I’m coming out of a hard season. The move from MD was stressful and our first month here was very difficult for me. We were cooped up in a hotel room and my first experiences in Pensacola didn’t make the best impression.
That’s putting it lightly.
I had a bit of a meltdown. I didn’t want to stay here and I felt incredibly frustrated and defeated by just about everything in my life.
As a person who regularly needs to be alone to think and pray and process things, that time was especially terrible because our whole family was stuck in a small hotel room together and there seemed to be nowhere for me to go.
Nowhere but the arms of Jesus.
I’d love to say I ran right to him ready to surrender, but I more or less dragged myself weakly to him crying and fighting the process the whole way.
The awesome thing about Jesus though?
He doesn’t care how we get there, he’s just so glad we’ve come. He draws us into his embrace of perfect love and holds us close while we struggle.
I was hoping I’d get some miraculous delivery from my feelings and the black cloud that seemed to have taken up residence over my heart and mind, but I didn’t. Almost that entire three and a half weeks was excruciating.
Because none of it looked like I expected it to (ie go to Jesus and everything becomes instantly better) I believed the lie that I was doing it wrong.
Doing it wrong?!
Going to Jesus is always the right thing. As long as you go, you can’t actually “do it wrong” for goodness sake!
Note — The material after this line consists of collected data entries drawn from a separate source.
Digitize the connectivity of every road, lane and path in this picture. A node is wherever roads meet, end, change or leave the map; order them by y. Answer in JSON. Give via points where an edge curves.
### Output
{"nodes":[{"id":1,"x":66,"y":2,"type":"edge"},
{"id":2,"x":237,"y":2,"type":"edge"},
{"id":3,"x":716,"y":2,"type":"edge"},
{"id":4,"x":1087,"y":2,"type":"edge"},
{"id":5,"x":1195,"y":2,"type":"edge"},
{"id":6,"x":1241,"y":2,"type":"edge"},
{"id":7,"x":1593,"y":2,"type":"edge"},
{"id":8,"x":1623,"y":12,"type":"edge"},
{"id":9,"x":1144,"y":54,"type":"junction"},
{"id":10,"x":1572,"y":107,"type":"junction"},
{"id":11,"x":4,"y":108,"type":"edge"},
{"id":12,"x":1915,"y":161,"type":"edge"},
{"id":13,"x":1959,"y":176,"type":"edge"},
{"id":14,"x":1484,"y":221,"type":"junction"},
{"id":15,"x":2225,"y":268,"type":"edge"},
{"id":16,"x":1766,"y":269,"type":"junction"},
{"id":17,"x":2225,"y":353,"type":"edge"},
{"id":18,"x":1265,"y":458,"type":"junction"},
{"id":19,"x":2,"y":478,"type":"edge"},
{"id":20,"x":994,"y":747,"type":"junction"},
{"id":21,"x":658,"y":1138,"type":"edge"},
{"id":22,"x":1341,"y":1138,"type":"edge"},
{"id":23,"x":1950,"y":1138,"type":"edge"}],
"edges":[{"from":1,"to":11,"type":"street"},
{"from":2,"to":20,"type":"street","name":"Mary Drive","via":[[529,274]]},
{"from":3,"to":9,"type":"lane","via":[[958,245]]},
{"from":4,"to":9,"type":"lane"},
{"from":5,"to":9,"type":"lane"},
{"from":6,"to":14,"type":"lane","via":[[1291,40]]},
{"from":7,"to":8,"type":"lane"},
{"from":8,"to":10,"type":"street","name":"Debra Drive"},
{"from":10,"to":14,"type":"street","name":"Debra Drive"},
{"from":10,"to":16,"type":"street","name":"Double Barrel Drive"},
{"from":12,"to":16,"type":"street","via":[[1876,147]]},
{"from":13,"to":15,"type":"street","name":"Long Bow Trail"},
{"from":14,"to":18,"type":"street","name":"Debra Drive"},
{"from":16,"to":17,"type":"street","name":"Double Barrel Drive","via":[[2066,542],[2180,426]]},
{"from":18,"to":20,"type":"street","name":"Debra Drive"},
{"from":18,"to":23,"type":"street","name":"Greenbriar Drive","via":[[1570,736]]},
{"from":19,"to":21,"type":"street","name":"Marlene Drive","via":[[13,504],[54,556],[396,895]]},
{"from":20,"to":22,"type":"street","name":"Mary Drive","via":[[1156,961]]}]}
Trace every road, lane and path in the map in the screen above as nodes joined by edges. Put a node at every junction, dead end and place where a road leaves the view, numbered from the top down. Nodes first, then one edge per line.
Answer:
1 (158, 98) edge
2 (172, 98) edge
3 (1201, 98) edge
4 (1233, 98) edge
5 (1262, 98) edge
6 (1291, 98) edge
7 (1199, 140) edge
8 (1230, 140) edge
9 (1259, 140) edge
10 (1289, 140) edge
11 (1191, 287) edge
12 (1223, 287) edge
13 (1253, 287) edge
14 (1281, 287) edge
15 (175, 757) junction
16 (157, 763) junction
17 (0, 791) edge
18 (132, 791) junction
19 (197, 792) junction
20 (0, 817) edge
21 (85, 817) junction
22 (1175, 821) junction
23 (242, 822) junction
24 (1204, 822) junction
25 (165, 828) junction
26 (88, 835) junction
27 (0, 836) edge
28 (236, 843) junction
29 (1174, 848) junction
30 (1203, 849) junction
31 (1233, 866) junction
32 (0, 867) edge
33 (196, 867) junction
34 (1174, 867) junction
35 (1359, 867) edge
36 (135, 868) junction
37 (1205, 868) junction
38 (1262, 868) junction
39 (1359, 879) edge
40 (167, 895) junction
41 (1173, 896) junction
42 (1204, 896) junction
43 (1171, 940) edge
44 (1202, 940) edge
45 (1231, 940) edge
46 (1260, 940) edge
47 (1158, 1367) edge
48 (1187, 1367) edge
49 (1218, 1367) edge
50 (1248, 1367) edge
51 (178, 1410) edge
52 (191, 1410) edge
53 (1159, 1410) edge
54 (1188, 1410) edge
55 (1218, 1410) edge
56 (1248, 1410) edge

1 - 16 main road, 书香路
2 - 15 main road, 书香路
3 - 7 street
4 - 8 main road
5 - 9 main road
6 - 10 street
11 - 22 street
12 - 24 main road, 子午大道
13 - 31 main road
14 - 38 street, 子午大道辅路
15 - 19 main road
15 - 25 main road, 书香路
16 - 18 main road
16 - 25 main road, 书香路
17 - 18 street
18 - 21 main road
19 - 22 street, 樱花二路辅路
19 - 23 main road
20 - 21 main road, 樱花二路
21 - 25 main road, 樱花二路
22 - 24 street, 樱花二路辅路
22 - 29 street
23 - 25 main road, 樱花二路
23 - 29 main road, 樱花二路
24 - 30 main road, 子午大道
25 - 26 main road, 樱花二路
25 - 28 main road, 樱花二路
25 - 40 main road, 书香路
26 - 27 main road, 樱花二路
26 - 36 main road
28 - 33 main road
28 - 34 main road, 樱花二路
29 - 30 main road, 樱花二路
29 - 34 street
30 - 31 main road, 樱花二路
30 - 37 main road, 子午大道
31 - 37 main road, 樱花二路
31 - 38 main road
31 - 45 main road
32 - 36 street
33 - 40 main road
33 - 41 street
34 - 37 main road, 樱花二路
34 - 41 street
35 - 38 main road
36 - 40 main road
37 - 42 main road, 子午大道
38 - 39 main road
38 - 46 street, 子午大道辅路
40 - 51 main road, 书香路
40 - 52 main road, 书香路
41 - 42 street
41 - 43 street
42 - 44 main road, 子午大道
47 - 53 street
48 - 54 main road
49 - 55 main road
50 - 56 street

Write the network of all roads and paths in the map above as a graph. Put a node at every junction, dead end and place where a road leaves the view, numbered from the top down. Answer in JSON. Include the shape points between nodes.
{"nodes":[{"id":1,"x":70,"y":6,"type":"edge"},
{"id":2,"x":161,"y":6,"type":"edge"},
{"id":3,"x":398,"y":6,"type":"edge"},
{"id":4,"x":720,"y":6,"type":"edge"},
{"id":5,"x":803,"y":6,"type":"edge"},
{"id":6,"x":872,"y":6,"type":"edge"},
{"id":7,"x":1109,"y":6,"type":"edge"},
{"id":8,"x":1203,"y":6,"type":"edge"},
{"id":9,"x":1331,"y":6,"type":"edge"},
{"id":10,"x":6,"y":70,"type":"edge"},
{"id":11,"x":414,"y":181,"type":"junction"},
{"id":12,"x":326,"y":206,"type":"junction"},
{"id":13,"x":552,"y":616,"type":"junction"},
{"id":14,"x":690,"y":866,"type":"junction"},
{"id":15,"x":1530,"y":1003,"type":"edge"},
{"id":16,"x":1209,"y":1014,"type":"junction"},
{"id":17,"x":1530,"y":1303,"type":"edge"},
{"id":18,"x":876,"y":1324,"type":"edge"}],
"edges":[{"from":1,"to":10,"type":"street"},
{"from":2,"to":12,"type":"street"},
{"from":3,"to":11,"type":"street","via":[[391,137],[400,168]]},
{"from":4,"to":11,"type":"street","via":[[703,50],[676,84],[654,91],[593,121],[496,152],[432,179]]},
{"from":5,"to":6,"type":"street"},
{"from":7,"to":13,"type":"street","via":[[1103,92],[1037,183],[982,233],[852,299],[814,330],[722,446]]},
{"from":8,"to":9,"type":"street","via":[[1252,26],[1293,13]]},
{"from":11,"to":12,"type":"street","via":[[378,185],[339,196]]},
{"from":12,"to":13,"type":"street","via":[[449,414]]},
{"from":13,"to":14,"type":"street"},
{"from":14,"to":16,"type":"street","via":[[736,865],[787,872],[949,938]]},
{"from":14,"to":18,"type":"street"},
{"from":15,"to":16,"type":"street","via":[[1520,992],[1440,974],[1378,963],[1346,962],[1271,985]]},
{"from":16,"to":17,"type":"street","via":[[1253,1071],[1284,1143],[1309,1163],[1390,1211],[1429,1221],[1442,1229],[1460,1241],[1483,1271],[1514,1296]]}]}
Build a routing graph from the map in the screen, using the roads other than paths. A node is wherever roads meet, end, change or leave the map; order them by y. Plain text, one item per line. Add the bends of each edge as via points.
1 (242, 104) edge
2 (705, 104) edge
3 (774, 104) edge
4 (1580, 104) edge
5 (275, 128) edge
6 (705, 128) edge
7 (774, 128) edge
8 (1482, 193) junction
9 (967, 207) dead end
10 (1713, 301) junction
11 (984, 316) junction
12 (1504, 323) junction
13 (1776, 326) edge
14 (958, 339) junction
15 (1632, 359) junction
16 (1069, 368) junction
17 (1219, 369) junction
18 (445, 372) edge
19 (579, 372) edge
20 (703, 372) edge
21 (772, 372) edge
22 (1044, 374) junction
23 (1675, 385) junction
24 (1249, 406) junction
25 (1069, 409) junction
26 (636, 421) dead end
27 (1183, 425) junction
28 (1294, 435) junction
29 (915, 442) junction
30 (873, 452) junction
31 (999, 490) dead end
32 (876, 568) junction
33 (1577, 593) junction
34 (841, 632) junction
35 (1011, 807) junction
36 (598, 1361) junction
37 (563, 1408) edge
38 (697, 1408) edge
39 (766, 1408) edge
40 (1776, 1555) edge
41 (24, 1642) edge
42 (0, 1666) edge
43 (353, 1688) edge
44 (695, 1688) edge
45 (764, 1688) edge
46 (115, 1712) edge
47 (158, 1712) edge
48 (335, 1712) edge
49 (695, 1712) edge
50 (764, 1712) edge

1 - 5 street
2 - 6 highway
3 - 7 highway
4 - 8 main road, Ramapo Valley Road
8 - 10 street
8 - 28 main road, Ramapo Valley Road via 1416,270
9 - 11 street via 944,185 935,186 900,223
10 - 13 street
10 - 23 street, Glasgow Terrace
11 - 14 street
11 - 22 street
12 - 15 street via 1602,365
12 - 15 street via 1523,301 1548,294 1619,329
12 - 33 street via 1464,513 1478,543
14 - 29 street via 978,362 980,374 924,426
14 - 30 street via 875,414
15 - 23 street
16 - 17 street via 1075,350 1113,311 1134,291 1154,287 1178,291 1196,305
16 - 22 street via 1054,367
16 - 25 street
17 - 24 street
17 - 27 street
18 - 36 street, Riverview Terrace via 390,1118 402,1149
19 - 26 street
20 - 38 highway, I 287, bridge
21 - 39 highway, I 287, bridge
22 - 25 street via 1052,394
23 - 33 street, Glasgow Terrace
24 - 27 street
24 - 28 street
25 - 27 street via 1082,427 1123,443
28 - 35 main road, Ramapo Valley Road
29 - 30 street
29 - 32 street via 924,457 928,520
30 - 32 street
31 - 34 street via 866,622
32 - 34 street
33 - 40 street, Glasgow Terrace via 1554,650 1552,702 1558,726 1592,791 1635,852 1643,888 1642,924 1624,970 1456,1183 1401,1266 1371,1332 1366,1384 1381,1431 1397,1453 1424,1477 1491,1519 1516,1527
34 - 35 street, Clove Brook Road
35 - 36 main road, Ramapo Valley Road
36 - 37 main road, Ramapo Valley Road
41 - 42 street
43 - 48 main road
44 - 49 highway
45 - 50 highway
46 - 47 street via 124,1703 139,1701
God is relentlessly showing me his love for me is without condition. Like the older brother in the Prodigal Son, I am always with him and everything he has is mine.
I never had to slave away for God or get it all right, or try really hard to be good, or show him how much I love him.
ALL his love has ALWAYS been mine.
Somehow he’s taking the emotional ups and downs of all this military moving and relocating and full time mothering and he’s using them to show me his love. His high, wide, deep and long love for me.
The journey can be painful, but there’s no where else I’d rather travel.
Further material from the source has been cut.